■ Instructions for the task:
Write out exactly the lines of the entries below from the one holding "middle pip: (895, 729)" to the one holding "pinky tip: (832, 702)", inclusive, and leave out all other lines.

■ Material for this task:

● ● ● ● ● ● ●

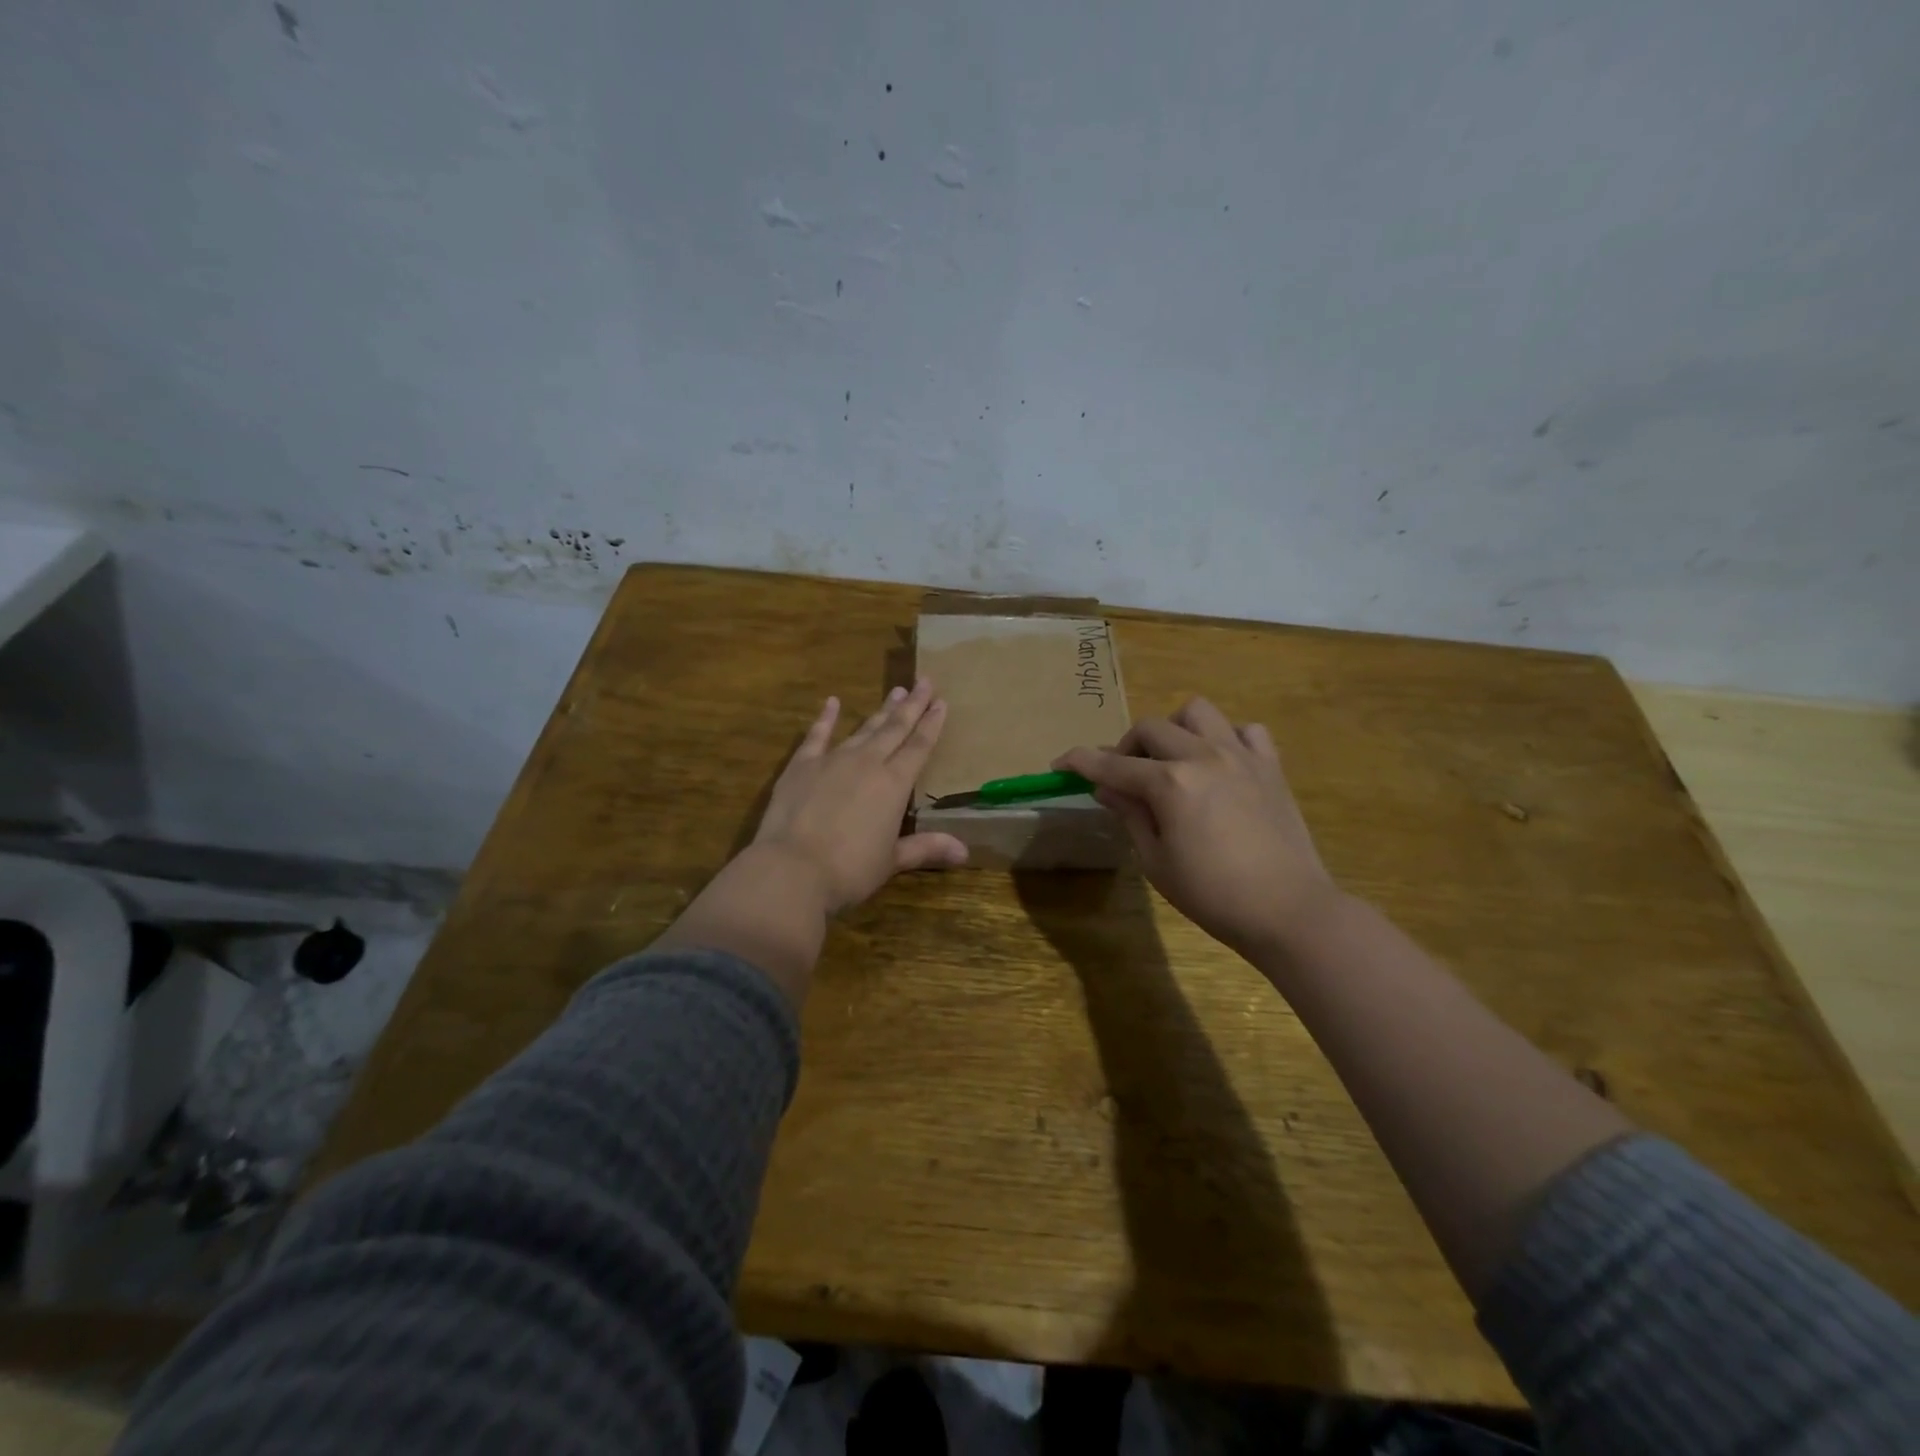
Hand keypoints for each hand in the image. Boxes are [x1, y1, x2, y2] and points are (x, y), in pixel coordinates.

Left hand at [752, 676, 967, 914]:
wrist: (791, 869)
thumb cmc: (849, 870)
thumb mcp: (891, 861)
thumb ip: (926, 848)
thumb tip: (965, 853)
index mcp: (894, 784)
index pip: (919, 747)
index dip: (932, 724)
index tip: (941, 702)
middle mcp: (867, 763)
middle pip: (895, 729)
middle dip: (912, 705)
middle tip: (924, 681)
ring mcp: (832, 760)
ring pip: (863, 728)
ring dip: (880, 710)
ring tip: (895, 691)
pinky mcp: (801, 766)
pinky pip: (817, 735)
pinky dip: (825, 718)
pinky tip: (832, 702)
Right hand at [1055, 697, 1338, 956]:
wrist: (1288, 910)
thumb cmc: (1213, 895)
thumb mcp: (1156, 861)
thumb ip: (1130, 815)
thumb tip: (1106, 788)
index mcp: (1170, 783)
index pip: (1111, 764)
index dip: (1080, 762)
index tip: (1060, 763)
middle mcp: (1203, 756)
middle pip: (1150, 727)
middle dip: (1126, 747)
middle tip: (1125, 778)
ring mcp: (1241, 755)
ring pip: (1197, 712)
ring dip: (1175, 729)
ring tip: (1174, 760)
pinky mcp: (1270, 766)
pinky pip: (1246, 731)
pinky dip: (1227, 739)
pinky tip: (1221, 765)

● ● ● ● ● ● ●

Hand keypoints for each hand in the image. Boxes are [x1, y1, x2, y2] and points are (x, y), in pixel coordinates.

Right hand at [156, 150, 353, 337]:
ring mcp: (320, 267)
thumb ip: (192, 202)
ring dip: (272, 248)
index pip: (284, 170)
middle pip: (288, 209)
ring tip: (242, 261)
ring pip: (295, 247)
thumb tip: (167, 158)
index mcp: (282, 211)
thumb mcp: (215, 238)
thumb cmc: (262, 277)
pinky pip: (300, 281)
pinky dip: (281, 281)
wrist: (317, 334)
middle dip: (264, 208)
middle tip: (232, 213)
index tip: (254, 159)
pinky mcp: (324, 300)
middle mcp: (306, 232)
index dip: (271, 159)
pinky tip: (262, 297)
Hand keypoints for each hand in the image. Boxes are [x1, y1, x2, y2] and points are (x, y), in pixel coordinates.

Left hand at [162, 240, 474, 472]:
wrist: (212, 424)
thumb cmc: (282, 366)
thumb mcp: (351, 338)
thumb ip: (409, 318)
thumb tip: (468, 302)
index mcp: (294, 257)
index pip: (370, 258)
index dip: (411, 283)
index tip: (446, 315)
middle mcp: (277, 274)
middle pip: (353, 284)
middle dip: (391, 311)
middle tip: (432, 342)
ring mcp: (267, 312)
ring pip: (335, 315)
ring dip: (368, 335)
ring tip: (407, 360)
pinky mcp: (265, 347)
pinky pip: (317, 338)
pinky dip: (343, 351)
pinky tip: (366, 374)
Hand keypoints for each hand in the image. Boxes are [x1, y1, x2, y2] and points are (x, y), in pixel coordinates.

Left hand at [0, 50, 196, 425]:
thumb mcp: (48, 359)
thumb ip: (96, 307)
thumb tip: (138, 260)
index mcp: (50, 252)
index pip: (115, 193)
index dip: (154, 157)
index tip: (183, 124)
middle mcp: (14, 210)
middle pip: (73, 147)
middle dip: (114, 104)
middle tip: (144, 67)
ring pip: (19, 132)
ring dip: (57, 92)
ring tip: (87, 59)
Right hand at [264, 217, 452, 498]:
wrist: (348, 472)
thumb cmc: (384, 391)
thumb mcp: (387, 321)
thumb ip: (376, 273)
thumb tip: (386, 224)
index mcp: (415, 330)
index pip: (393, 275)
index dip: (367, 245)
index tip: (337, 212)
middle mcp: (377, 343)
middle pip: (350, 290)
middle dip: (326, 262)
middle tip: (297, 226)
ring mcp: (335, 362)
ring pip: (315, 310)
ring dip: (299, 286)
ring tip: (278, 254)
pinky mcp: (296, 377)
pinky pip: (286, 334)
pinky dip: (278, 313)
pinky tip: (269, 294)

● ● ● ● ● ● ●

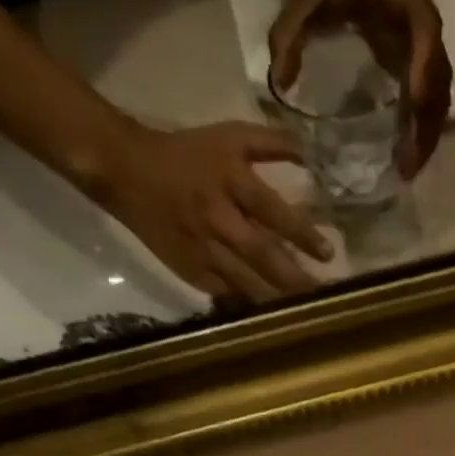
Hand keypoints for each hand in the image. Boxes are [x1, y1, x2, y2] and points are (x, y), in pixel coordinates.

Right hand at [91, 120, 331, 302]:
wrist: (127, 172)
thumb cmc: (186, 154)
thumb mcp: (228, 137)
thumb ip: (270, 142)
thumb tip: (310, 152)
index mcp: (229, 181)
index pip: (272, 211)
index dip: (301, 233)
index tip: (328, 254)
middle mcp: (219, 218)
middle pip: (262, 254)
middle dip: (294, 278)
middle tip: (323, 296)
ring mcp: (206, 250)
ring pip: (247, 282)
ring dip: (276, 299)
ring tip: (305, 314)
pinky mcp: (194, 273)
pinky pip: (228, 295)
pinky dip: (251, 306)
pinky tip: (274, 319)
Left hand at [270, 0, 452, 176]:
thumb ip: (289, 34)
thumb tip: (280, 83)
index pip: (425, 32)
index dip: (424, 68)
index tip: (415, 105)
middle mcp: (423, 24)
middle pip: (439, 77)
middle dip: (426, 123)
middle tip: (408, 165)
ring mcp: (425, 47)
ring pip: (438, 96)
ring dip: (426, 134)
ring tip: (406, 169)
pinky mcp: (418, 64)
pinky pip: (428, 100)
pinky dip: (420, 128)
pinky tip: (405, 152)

● ● ● ● ● ● ●

■ Response area:
middle pip: (895, 729)
middle dip: (912, 705)
middle tip: (924, 681)
ring mcp: (832, 760)
ring pip: (863, 728)
ring dip: (880, 710)
ring tip: (895, 691)
pinky mcp: (801, 766)
pinky pip: (817, 735)
pinky dip: (825, 718)
pinky tip: (832, 702)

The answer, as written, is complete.